I have been there and experienced what you are going through. In school, I hated dances. At first I went because I thought I was supposed to. I usually ended up sitting on the bleachers alone, or standing near the wall waiting for the dance to be over. But since I was so uncomfortable/awkward, I quit going. Most of my friends thought I was shy and quiet. Now that I realize that Asperger's is the reason for this social awkwardness in me, I feel better. I know that I am not alone in the world. And you are not alone either. Asperger's has its problems---but it has it's gifts too. Do you have special interests?

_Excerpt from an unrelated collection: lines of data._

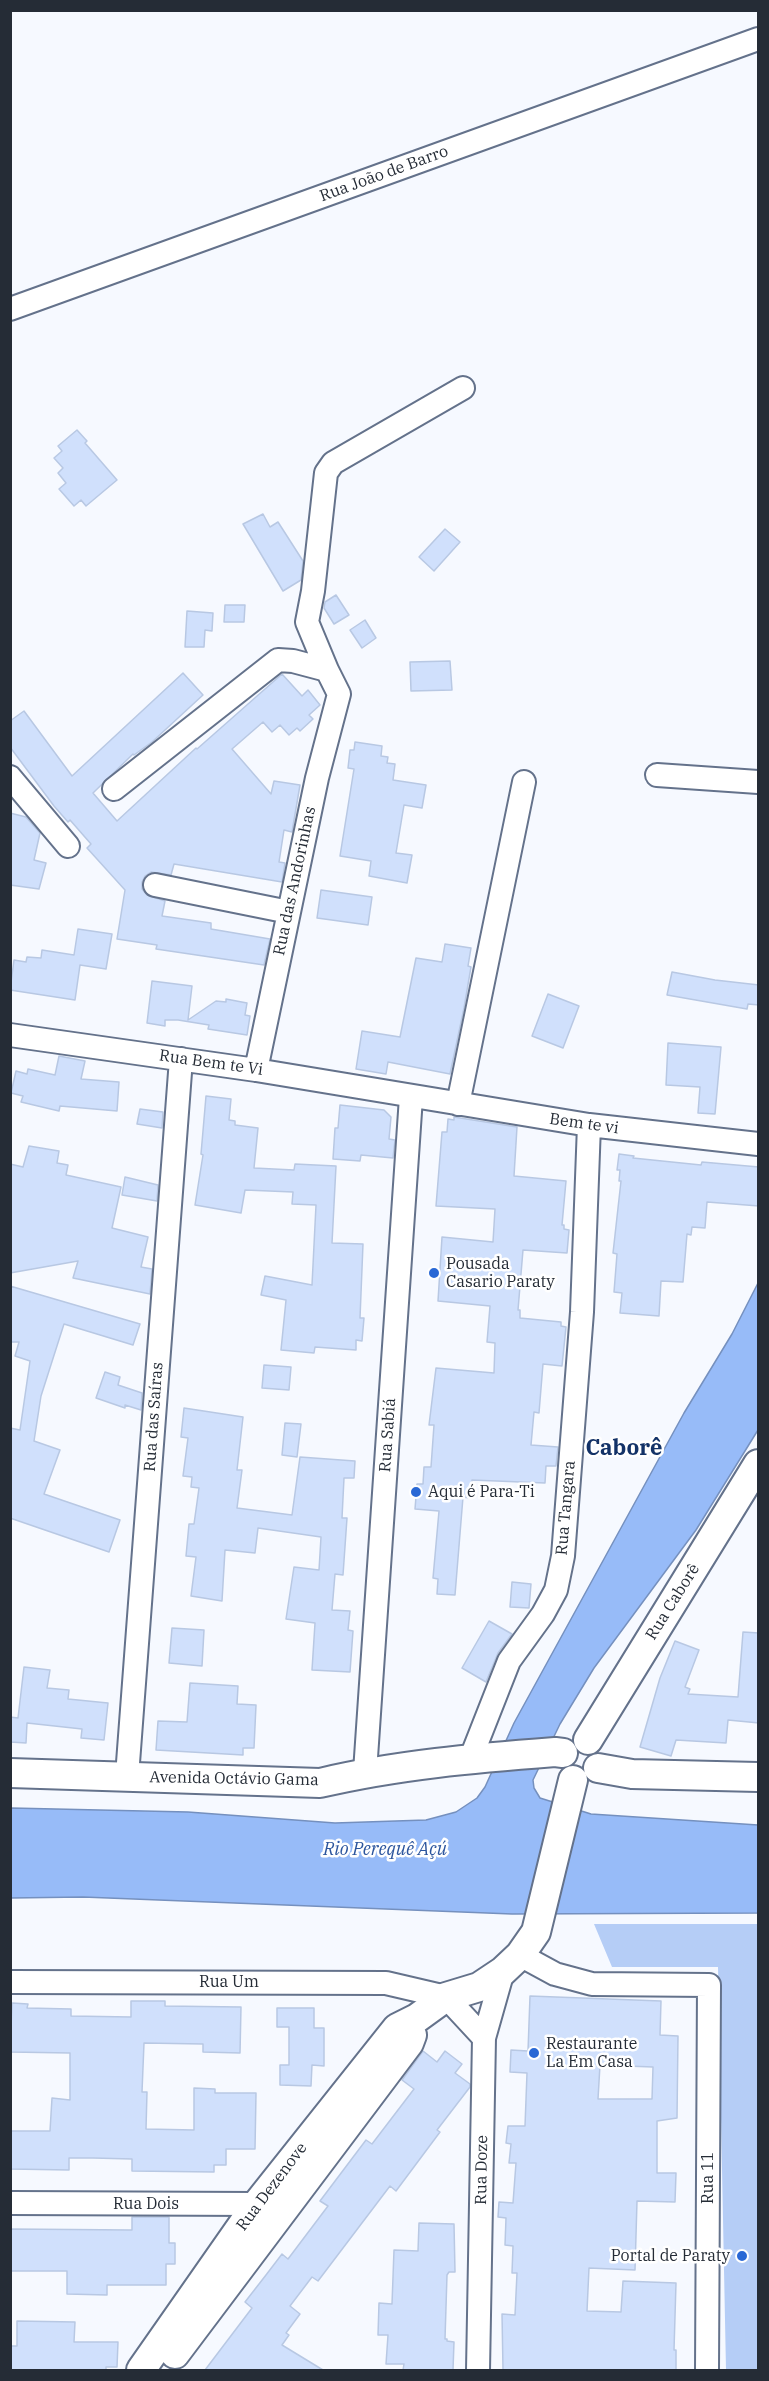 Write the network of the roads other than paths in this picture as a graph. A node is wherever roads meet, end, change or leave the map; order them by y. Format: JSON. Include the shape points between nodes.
{"nodes":[{"id":1,"x":759,"y":39,"type":"edge"},
{"id":2,"x":10,"y":309,"type":"edge"},
{"id":3,"x":464,"y":388,"type":"dead end"},
{"id":4,"x":327,"y":670,"type":"junction"},
{"id":5,"x":657,"y":775,"type":"dead end"},
{"id":6,"x":10,"y":777,"type":"edge"},
{"id":7,"x":524,"y":782,"type":"dead end"},
{"id":8,"x":759,"y":782,"type":"edge"},
{"id":9,"x":114,"y":789,"type":"dead end"},
{"id":10,"x":68,"y":846,"type":"dead end"},
{"id":11,"x":154,"y":885,"type":"dead end"},
{"id":12,"x":289,"y":912,"type":"junction"},
{"id":13,"x":10,"y":1035,"type":"edge"},
{"id":14,"x":181,"y":1059,"type":"junction"},
{"id":15,"x":256,"y":1070,"type":"junction"},
{"id":16,"x":411,"y":1097,"type":"junction"},
{"id":17,"x":458,"y":1104,"type":"junction"},
{"id":18,"x":589,"y":1125,"type":"junction"},
{"id":19,"x":759,"y":1144,"type":"edge"},
{"id":20,"x":759,"y":1464,"type":"edge"},
{"id":21,"x":588,"y":1740,"type":"junction"},
{"id":22,"x":559,"y":1753,"type":"junction"},
{"id":23,"x":478,"y":1759,"type":"junction"},
{"id":24,"x":598,"y":1768,"type":"junction"},
{"id":25,"x":365,"y":1772,"type":"junction"},
{"id":26,"x":10,"y":1773,"type":"edge"},
{"id":27,"x":127,"y":1776,"type":"junction"},
{"id":28,"x":759,"y":1777,"type":"edge"},
{"id":29,"x":572,"y":1786,"type":"junction"},
{"id":30,"x":512,"y":1963,"type":"junction"},
{"id":31,"x":10,"y":1982,"type":"edge"},
{"id":32,"x":446,"y":1997,"type":"junction"},
{"id":33,"x":484,"y":2038,"type":"junction"},
{"id":34,"x":10,"y":2203,"type":"edge"},
{"id":35,"x":267,"y":2211,"type":"junction"},
{"id":36,"x":141,"y":2370,"type":"edge"},
{"id":37,"x":163,"y":2370,"type":"edge"},
{"id":38,"x":478,"y":2370,"type":"edge"},
{"id":39,"x":707,"y":2370,"type":"edge"}],
"edges":[{"from":1,"to":2,"type":"street","name":"Rua João de Barro"},
{"from":3,"to":4,"type":"street","via":[[333,464],[326,473],[313,591],[306,616]]},
{"from":4,"to":9,"type":"street","via":[[278,660]]},
{"from":4,"to":12,"type":"street","name":"Rua das Andorinhas","via":[[339,694]]},
{"from":5,"to":8,"type":"street"},
{"from":6,"to":10,"type":"street"},
{"from":7,"to":17,"type":"street"},
{"from":11,"to":12,"type":"street"},
{"from":12,"to":15,"type":"street","name":"Rua das Andorinhas"},
{"from":13,"to":14,"type":"street","name":"Rua Bem te Vi"},
{"from":14,"to":15,"type":"street","name":"Rua Bem te Vi"},
{"from":14,"to":27,"type":"street","name":"Rua das Saíras"},
{"from":15,"to":16,"type":"street","name":"Rua Bem te Vi"},
{"from":16,"to":17,"type":"street","name":"Bem te vi"},
{"from":16,"to":25,"type":"street","name":"Rua Sabiá"},
{"from":17,"to":18,"type":"street","name":"Bem te vi"},
{"from":18,"to":19,"type":"street","name":"Bem te vi"},
{"from":18,"to":23,"type":"street","name":"Rua Tangara","via":[[582,1312],[563,1556],[556,1590],[509,1661]]},
{"from":20,"to":21,"type":"street","name":"Rua Caborê"},
{"from":21,"to":22,"type":"street","via":[[579,1739]]},
{"from":21,"to":24,"type":"street","via":[[598,1748]]},
{"from":22,"to":23,"type":"street","name":"Avenida Octávio Gama"},
{"from":22,"to":29,"type":"street","via":[[563,1772]]},
{"from":23,"to":25,"type":"street","name":"Avenida Octávio Gama"},
{"from":24,"to":28,"type":"street","via":[[632,1774]]},
{"from":24,"to":29,"type":"street","via":[[592,1777]]},
{"from":25,"to":27,"type":"street","name":"Avenida Octávio Gama","via":[[320,1783]]},
{"from":26,"to":27,"type":"street","name":"Avenida Octávio Gama"},
{"from":29,"to":30,"type":"street","name":"Rua Dezenove","via":[[536,1932]]},
{"from":30,"to":32,"type":"street","name":"Rua Dezenove","via":[[478,1987]]},
{"from":30,"to":33,"type":"street","name":"Rua Doze"},
{"from":30,"to":39,"type":"street","name":"Rua 11","via":[[592,1984],[709,1985]]},
{"from":31,"to":32,"type":"street","name":"Rua Um","via":[[386,1983]]},
{"from":32,"to":33,"type":"street"},
{"from":32,"to":35,"type":"street","name":"Rua Dezenove","via":[[417,2018],[410,2043]]},
{"from":33,"to":38,"type":"street","name":"Rua Doze"},
{"from":34,"to":35,"type":"street","name":"Rua Dois"},
{"from":35,"to":36,"type":"street","name":"Rua Dezenove"},
{"from":35,"to":37,"type":"street","name":"Rua Dezenove"}]}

I realize that I have to make myself comfortable rather than try to please others or do what the rest of the crowd is doing. I don't know how self-conscious you are about how others see you, but I took the position that I didn't care. I liked my time spent with family, very close friends, and alone. Today, I realize that there are times I should try to be more sociable and make an effort to attend certain gatherings. I am currently engaging in a series of counseling sessions with a social worker who is an expert on Asperger's. Through "coaching skills," I hope I can relieve myself of some of this awkwardness. But as we know, there is no cure for Asperger's, so we can't make ourselves miserable in trying to be like everyone else. So just remember---you have to be yourself. Do not make yourself uncomfortable in trying to force yourself to attend dances, etc. if you don't want to.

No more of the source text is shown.